It was not, therefore, unnatural that Maude’s answer should have been,—“But, Master Calverley! so saying you should have no need of our Lady.” She expected Hugh to reply by an indignant denial; and it astounded her no little to hear him quietly accept the unheard-of alternative.

“Do you as you list, Mistress Maude,” he answered. “For me, I am content with our Lord.”

“Well-a-day! methought all pity (piety) lay in worship of our Lady!” said Maude, in that peculiar constrained tone which implies that the speaker feels himself the infinitely distant superior of his antagonist.

“Mistress,” was Hugh’s answer, “I never said that I was content without our Lord. I lack an advocate, to the full as well as any; but Saint Paul saith that ‘oo (one) God and a mediatour is of God and of men, a man, Christ Jesu.’ And methinks he should be a sorry mediator that lacked an advocate himself.”

Avice had lifted her head, and had fixed her eyes intently on Hugh. She had said nothing more; she was learning.

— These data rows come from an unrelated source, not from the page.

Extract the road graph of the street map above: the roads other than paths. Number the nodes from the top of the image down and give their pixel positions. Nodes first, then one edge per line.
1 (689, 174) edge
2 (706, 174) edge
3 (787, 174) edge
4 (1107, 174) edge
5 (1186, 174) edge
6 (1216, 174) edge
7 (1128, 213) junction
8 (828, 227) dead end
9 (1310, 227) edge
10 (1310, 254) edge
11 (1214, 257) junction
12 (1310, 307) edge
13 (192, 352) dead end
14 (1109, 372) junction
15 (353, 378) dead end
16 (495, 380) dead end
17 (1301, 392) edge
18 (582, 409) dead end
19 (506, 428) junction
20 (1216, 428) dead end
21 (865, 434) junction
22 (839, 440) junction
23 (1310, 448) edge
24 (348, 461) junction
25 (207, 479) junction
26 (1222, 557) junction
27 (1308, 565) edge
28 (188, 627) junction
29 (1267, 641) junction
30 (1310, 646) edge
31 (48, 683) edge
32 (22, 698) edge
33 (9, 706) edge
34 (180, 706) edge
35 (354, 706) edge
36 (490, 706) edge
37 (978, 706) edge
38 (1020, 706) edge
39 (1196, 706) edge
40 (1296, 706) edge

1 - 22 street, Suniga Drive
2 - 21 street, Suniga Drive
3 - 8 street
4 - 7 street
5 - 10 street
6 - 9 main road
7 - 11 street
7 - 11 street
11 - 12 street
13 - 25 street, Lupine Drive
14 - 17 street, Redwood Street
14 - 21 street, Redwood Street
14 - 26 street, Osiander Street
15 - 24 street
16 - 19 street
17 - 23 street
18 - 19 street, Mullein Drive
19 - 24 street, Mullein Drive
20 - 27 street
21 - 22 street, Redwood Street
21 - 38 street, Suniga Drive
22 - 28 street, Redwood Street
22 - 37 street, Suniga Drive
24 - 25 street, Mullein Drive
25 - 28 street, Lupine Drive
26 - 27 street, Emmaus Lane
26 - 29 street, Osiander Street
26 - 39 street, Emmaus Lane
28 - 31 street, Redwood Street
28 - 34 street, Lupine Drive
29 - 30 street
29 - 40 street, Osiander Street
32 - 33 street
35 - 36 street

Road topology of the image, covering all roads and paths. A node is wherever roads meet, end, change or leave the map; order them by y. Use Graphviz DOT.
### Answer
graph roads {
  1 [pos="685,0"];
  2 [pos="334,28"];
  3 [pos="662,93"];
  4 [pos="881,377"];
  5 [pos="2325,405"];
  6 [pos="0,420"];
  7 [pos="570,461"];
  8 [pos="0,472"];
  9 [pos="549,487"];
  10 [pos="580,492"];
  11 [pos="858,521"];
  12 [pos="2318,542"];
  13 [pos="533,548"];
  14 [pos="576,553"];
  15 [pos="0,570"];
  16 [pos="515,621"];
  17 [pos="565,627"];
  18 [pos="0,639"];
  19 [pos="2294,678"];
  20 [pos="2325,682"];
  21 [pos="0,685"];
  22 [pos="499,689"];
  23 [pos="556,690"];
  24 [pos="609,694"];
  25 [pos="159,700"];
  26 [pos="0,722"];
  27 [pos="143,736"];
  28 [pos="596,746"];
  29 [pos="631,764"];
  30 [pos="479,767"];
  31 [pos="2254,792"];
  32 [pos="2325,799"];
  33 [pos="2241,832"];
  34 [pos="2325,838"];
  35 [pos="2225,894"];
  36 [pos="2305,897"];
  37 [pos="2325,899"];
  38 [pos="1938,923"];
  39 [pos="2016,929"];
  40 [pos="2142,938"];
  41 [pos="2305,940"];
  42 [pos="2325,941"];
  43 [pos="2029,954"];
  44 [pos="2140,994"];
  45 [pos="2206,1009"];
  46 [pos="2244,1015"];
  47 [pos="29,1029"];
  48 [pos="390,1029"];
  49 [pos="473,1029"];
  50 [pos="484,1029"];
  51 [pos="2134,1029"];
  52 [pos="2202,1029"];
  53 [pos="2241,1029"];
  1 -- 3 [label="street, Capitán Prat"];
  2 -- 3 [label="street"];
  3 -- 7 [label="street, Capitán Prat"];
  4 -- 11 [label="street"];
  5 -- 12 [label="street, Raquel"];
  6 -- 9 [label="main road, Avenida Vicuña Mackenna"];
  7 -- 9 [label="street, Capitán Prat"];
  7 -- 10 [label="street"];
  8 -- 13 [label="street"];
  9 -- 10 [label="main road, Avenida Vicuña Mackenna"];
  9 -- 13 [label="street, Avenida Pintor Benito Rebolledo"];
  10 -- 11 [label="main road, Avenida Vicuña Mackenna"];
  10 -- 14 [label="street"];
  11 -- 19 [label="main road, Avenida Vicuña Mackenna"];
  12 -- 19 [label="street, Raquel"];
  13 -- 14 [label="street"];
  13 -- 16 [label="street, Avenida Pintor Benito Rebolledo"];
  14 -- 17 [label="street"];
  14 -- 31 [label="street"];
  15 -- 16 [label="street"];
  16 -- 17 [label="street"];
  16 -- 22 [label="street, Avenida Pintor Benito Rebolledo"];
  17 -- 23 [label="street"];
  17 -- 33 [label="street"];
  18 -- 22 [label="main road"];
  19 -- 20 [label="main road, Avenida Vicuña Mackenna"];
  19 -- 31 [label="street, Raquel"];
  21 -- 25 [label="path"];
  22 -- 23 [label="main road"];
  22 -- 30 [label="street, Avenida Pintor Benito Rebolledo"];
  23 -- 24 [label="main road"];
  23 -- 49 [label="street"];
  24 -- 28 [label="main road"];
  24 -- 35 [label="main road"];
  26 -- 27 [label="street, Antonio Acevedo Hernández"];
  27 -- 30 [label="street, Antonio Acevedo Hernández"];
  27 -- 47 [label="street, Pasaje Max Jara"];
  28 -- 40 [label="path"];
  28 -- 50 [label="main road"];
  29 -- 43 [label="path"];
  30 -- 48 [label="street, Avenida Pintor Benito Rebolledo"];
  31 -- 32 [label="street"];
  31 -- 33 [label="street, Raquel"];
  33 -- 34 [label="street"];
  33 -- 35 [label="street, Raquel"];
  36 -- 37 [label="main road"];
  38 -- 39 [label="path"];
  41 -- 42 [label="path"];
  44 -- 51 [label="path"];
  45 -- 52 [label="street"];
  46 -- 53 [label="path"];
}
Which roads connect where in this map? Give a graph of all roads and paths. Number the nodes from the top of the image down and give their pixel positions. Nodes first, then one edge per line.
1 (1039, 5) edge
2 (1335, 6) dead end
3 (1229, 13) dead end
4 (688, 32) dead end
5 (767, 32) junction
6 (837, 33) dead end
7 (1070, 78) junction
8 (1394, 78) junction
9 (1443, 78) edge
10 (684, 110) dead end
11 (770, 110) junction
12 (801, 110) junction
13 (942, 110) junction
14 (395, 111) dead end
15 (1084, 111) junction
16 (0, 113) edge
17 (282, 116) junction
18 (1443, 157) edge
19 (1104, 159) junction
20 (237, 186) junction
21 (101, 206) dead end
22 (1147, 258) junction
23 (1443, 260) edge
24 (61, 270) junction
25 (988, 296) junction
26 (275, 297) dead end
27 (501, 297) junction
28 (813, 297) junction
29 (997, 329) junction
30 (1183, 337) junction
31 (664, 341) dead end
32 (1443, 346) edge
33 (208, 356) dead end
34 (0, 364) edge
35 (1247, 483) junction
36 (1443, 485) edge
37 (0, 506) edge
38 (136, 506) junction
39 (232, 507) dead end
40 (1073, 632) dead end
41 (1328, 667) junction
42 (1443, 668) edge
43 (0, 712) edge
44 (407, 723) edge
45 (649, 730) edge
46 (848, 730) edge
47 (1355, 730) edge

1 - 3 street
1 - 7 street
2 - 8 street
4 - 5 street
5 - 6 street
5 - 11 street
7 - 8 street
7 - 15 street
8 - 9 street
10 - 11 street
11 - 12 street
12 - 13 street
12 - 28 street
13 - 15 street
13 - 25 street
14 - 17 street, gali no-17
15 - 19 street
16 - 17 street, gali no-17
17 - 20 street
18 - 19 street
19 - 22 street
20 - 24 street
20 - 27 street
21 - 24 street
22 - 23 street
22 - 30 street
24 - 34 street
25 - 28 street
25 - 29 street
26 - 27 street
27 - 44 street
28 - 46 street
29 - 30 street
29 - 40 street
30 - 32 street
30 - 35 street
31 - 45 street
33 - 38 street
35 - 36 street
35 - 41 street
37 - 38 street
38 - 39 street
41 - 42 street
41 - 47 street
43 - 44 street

“Likewise saith He,” resumed Hugh, “that ‘no man cometh to the Fadir but by me.’ Again, ‘no man may come to me but if the Fadir that hath sente me drawe him:’ yet ‘all thing that the Fadir gyueth me schal come to me.’”

Avice spoke at last.

“‘All thing given’ and none other? Then without we be given, we may not come. And how shall a man wit so much?”

“Methinks, Madam,” said Hugh, thoughtfully, “that if a man be willing to come, and to give himself, he hath therein witness that he was given of the Father.”

“But to give himself wholly unto God,” added Maude, “signifieth that he shall take no more pleasure in this life?”